NuStar’s price-to-distributable cash flow
Until now, we’ve analyzed NuStar Energy’s (NS) operating performance, leverage position, and cash flow measures. In this article, we’ll perform a valuation analysis for NS based on its historical and forward multiples.
Currently, NS trades at a price-to-distributable cash flow of 10.5x. The partnership is trading below the ten-quarter historical average of 12.5x despite the recent rally. NuStar’s undervaluation relative to its own historical valuation might indicate a buying opportunity. At the same time, NuStar’s low valuation might be a reflection of its high leverage, the decline in throughput volumes, and the expected decline in distribution coverage. Peers Summit Midstream Partners (SMLP), Enable Midstream Partners (ENBL), and Cone Midstream Partners (CNNX) have also seen a decline in their valuations since the rout in energy prices.

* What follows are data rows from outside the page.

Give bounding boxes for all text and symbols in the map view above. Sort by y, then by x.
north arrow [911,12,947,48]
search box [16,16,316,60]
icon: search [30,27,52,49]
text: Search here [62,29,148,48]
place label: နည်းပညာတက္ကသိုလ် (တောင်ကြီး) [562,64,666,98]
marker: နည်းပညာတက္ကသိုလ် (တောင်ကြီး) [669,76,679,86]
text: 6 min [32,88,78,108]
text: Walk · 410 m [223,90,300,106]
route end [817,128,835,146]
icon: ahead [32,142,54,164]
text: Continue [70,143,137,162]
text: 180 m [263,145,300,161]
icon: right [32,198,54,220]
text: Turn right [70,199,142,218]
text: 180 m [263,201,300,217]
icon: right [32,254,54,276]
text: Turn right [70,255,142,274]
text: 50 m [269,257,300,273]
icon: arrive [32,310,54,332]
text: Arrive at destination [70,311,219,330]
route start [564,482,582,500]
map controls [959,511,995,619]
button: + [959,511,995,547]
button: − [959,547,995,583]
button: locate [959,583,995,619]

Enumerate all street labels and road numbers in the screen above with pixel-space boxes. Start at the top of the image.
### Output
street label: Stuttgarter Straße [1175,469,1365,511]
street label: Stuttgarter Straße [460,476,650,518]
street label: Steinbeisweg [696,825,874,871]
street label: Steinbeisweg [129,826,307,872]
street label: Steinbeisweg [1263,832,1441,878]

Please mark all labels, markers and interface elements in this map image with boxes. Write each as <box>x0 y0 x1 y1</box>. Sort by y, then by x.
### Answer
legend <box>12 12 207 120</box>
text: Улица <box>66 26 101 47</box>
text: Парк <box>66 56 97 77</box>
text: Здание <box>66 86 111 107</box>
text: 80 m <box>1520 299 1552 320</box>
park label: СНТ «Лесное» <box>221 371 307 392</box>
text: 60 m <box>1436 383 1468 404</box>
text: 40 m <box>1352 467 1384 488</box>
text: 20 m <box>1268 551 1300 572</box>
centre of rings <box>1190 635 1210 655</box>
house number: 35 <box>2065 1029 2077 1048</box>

NuStar’s EV-to-adjusted EBITDA multiple
NuStar Energy’s adjusted EV-to-EBITDA (enterprise value to earnings before interest, tax, depreciation, and amortization) multiple, using a trailing 12-month adjusted EBITDA, is 11.8x. Similar to price-to-DCF (distributable cash flow), the current EV-to-EBITDA is below the ten-quarter-average of 13.5x. The forward EV-to-EBITDA multiple, which is based on the next-12-month EBITDA estimate, is 11.7x.
However, the EV-to-EBITDA multiple can be misleading in understanding the unit valuation of limited partner units. This is because the entire EBITDA in the EV-to-EBITDA multiple calculation may not be available for limited partners. NuStar Energy has IDRs (incentive distribution rights) in its structure. Currently, it operates in the highest distribution tier, with a 50% split. This split means that its general partner, NuStar GP Holdings (NSH), gets 50% of the incremental distributions.